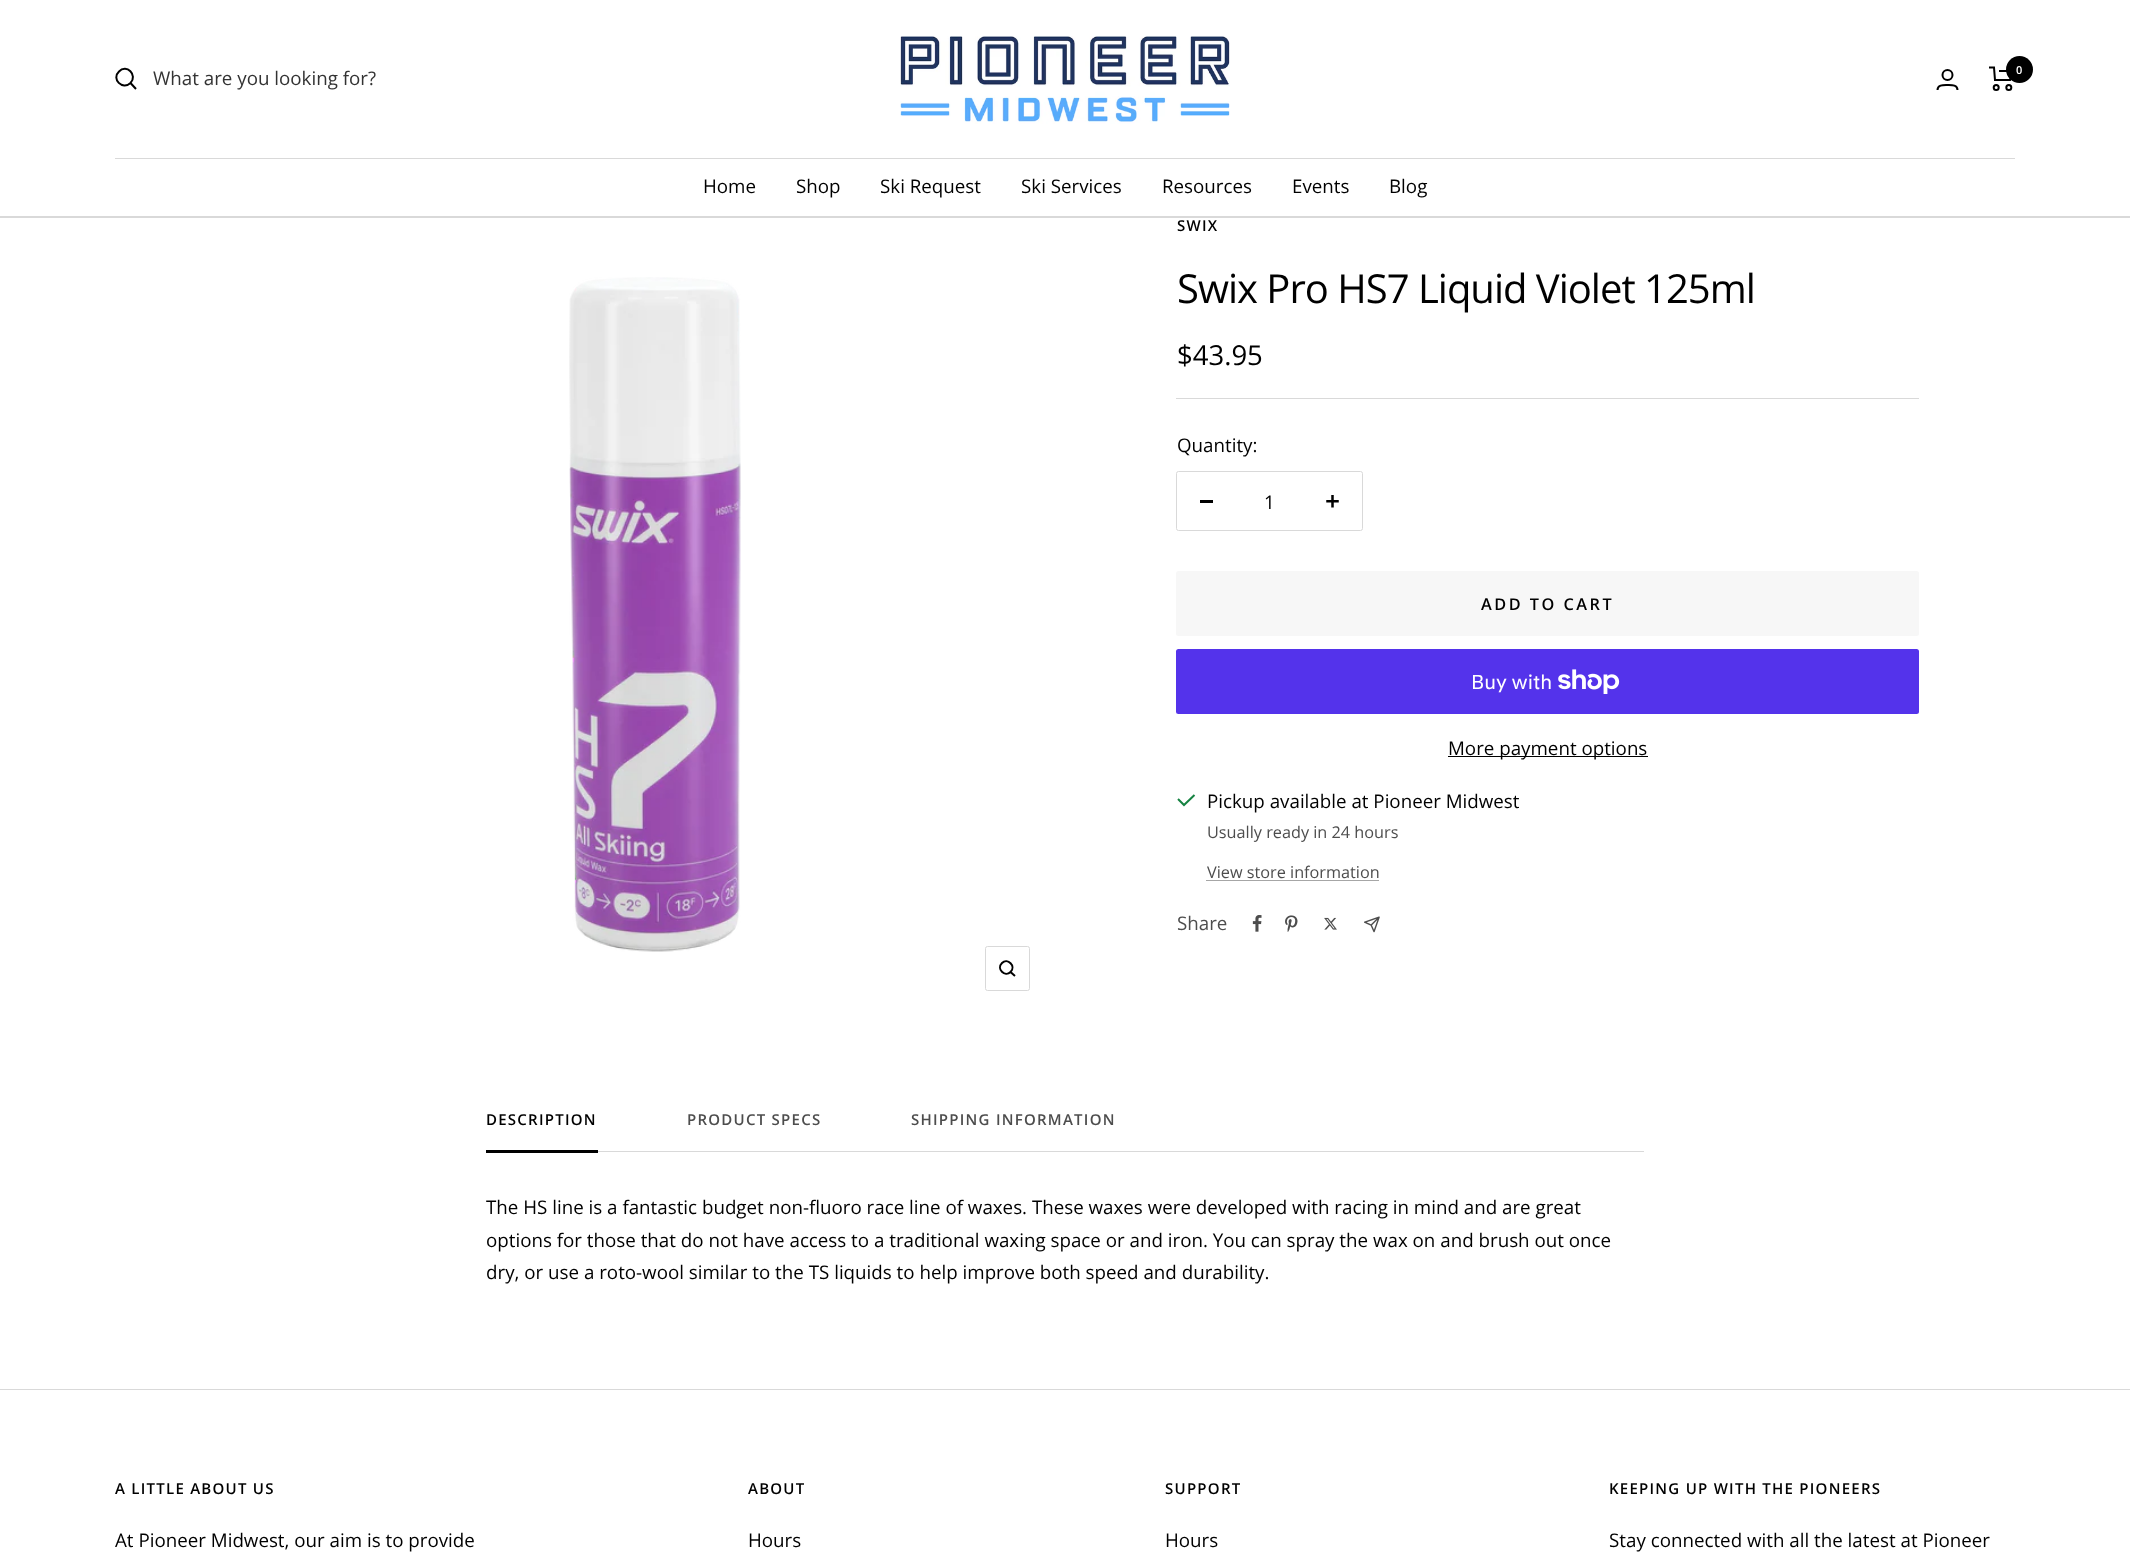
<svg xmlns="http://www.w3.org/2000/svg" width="2130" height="1565">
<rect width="100%" height="100%" fill="#fff"/>
<rect y="216" width="2130" height="2" fill="#d9d9d9"/>
<path d="M130.5 83c7.5-8-4-19.5-11.5-11.5c-8 7.5 3.5 19 11.5 11.5zm0 0l5.5 6" fill="none" stroke="#000" stroke-width="2"/>
<text x="153" y="85" style="font-family:Open Sans;font-size:18.75px;fill:#333">What are you looking for?</text>
<image x="900" y="36" width="330" height="88" href="media/1.png"/>
<circle cx="1947.5" cy="75" r="5" fill="none" stroke="#000" stroke-width="2"/>
<path d="M1937.5 90c0-5.5 6-5 10-5c4 0 10-.5 10 5" fill="none" stroke="#000" stroke-width="2"/>
<path d="M1989 67.5h5l1 12.5h15l2.5-9h-13.5" fill="none" stroke="#000" stroke-width="2"/>
<circle cx="1996.2" cy="87.5" r="2.5" fill="none" stroke="#000" stroke-width="2"/>
<circle cx="2008.8" cy="87.5" r="2.5" fill="none" stroke="#000" stroke-width="2"/>
<circle cx="2019.5" cy="69.5" r="13.5" fill="#000"/>
<text x="2016" y="74" style="font-family:Open Sans;font-size:11px;font-weight:600;fill:#fff">0</text>
<rect x="115" y="158" width="1900" height="1" fill="#d9d9d9"/>
<text x="703" y="193" style="font-family:Open Sans;font-size:18.75px;fill:#000">Home</text>
<text x="796" y="193" style="font-family:Open Sans;font-size:18.75px;fill:#000">Shop</text>
<text x="880" y="193" style="font-family:Open Sans;font-size:18.75px;fill:#000">Ski Request</text>
<text x="1021" y="193" style="font-family:Open Sans;font-size:18.75px;fill:#000">Ski Services</text>
<text x="1162" y="193" style="font-family:Open Sans;font-size:18.75px;fill:#000">Resources</text>
<text x="1292" y="193" style="font-family:Open Sans;font-size:18.75px;fill:#000">Events</text>
<text x="1389" y="193" style="font-family:Open Sans;font-size:18.75px;fill:#000">Blog</text>
<image x="569" y="277" width="172" height="675" href="media/2.png"/>
<rect x="985.5" y="946.5" width="44" height="44" rx="2" fill="none" stroke="#d9d9d9"/>
<path d="M1010.5 972c6-6-3-14.5-8.5-9c-6 6 3 14.5 8.5 9zm0 0l4.5 4" fill="none" stroke="#000" stroke-width="2"/>
<rect x="1176" y="398" width="743" height="1" fill="#d9d9d9"/>
<text x="1177" y="231" style="font-family:Open Sans;font-size:15px;font-weight:600;letter-spacing:1.25px;fill:#000">SWIX</text>
<text x="1177" y="303" style="font-family:Open Sans;font-size:40px;letter-spacing:-1px;fill:#000">Swix Pro HS7 Liquid Violet 125ml</text>
<text x="1177" y="365" style="font-family:Open Sans;font-size:27.5px;fill:#000">$43.95</text>
<text x="1177" y="452" style="font-family:Open Sans;font-size:18.75px;fill:#000">Quantity:</text>
<rect x="1176.5" y="471.5" width="186" height="59" rx="2" fill="none" stroke="#d9d9d9"/>
<rect x="1200" y="500" width="13" height="3" fill="#000"/>
<text x="1264" y="509" style="font-family:Open Sans;font-size:18.75px;fill:#000">1</text>
<image x="1326" y="495" width="13" height="13" href="media/3.png"/>
<rect x="1176" y="571" width="743" height="65" rx="2.5" fill="#f7f7f7"/>
<text x="1481" y="610" style="font-family:Open Sans;font-size:16.25px;font-weight:600;letter-spacing:2.5px;fill:#000">ADD TO CART</text>
<rect x="1176" y="649" width="743" height="65" rx="2.5" fill="#5433eb"/>
<text x="1471" y="689" style="font-family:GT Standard;font-size:20px;fill:#fff">Buy with</text>
<image x="1558" y="669" width="62" height="25" href="media/4.png"/>
<rect x="1448" y="756" width="200" height="1" fill="#000"/>
<text x="1448" y="755" style="font-family:Open Sans;font-size:18.75px;fill:#000">More payment options</text>
<path d="M1178 799l6 6l10.5-10" fill="none" stroke="#168342" stroke-width="2"/>
<text x="1207" y="808" style="font-family:Open Sans;font-size:18.75px;fill:#000">Pickup available at Pioneer Midwest</text>
<text x="1207" y="838" style="font-family:Open Sans;font-size:16.25px;fill:#4d4d4d">Usually ready in 24 hours</text>
<text x="1207" y="878" style="font-family:Open Sans;font-size:16.25px;fill:#4d4d4d">View store information</text>
<rect x="1206" y="880" width="173" height="1" fill="#a6a6a6"/>
<text x="1177" y="930" style="font-family:Open Sans;font-size:18.75px;fill:#4d4d4d">Share</text>
<image x="1252" y="915" width="10" height="17" href="media/5.png"/>
<image x="1285" y="915" width="13" height="17" href="media/6.png"/>
<image x="1324" y="917" width="13" height="13" href="media/7.png"/>
<image x="1364" y="916" width="16" height="17" href="media/8.png"/>
<rect x="598" y="1151" width="1046" height="1" fill="#d9d9d9"/>
<text x="486" y="1125" style="font-family:Open Sans;font-size:15px;font-weight:600;letter-spacing:1.25px;fill:#000">DESCRIPTION</text>
<text x="687" y="1125" style="font-family:Open Sans;font-size:15px;font-weight:600;letter-spacing:1.25px;fill:#4d4d4d">PRODUCT SPECS</text>
<text x="911" y="1125" style="font-family:Open Sans;font-size:15px;font-weight:600;letter-spacing:1.25px;fill:#4d4d4d">SHIPPING INFORMATION</text>
<rect x="486" y="1150" width="112" height="3" fill="#000"/>
<text x="486" y="1214" style="font-family:Open Sans;font-size:18.75px;fill:#000">The HS line is a fantastic budget non-fluoro race line of waxes. These waxes were developed with racing in mind and are great</text>
<text x="486" y="1247" style="font-family:Open Sans;font-size:18.75px;fill:#000">options for those that do not have access to a traditional waxing space or and iron. You can spray the wax on and brush out once</text>
<text x="486" y="1279" style="font-family:Open Sans;font-size:18.75px;fill:#000">dry, or use a roto-wool similar to the TS liquids to help improve both speed and durability.</text>
<rect y="1389" width="2130" height="1" fill="#d9d9d9"/>
<text x="115" y="1494" style="font-family:Open Sans;font-size:15px;font-weight:600;letter-spacing:1.25px;fill:#000">A LITTLE ABOUT US</text>
<text x="115" y="1547" style="font-family:Open Sans;font-size:18.75px;fill:#000">At Pioneer Midwest, our aim is to provide</text>
<text x="748" y="1494" style="font-family:Open Sans;font-size:15px;font-weight:600;letter-spacing:1.25px;fill:#000">ABOUT</text>
<text x="748" y="1547" style="font-family:Open Sans;font-size:18.75px;fill:#000">Hours</text>
<text x="1165" y="1494" style="font-family:Open Sans;font-size:15px;font-weight:600;letter-spacing:1.25px;fill:#000">SUPPORT</text>
<text x="1165" y="1547" style="font-family:Open Sans;font-size:18.75px;fill:#000">Hours</text>
<text x="1609" y="1494" style="font-family:Open Sans;font-size:15px;font-weight:600;letter-spacing:1.25px;fill:#000">KEEPING UP WITH THE PIONEERS</text>
<text x="1609" y="1547" style="font-family:Open Sans;font-size:18.75px;fill:#000">Stay connected with all the latest at Pioneer</text>
</svg>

—————

PROBLEM TO WORK ON: All lines in the listing above that contain "Midwest" should be shown.

ANSWER TO THIS TASK:
<text x="1207" y="808" style="font-family:Open Sans;font-size:18.75px;fill:#000">Pickup available at Pioneer Midwest</text>
<text x="115" y="1547" style="font-family:Open Sans;font-size:18.75px;fill:#000">At Pioneer Midwest, our aim is to provide</text>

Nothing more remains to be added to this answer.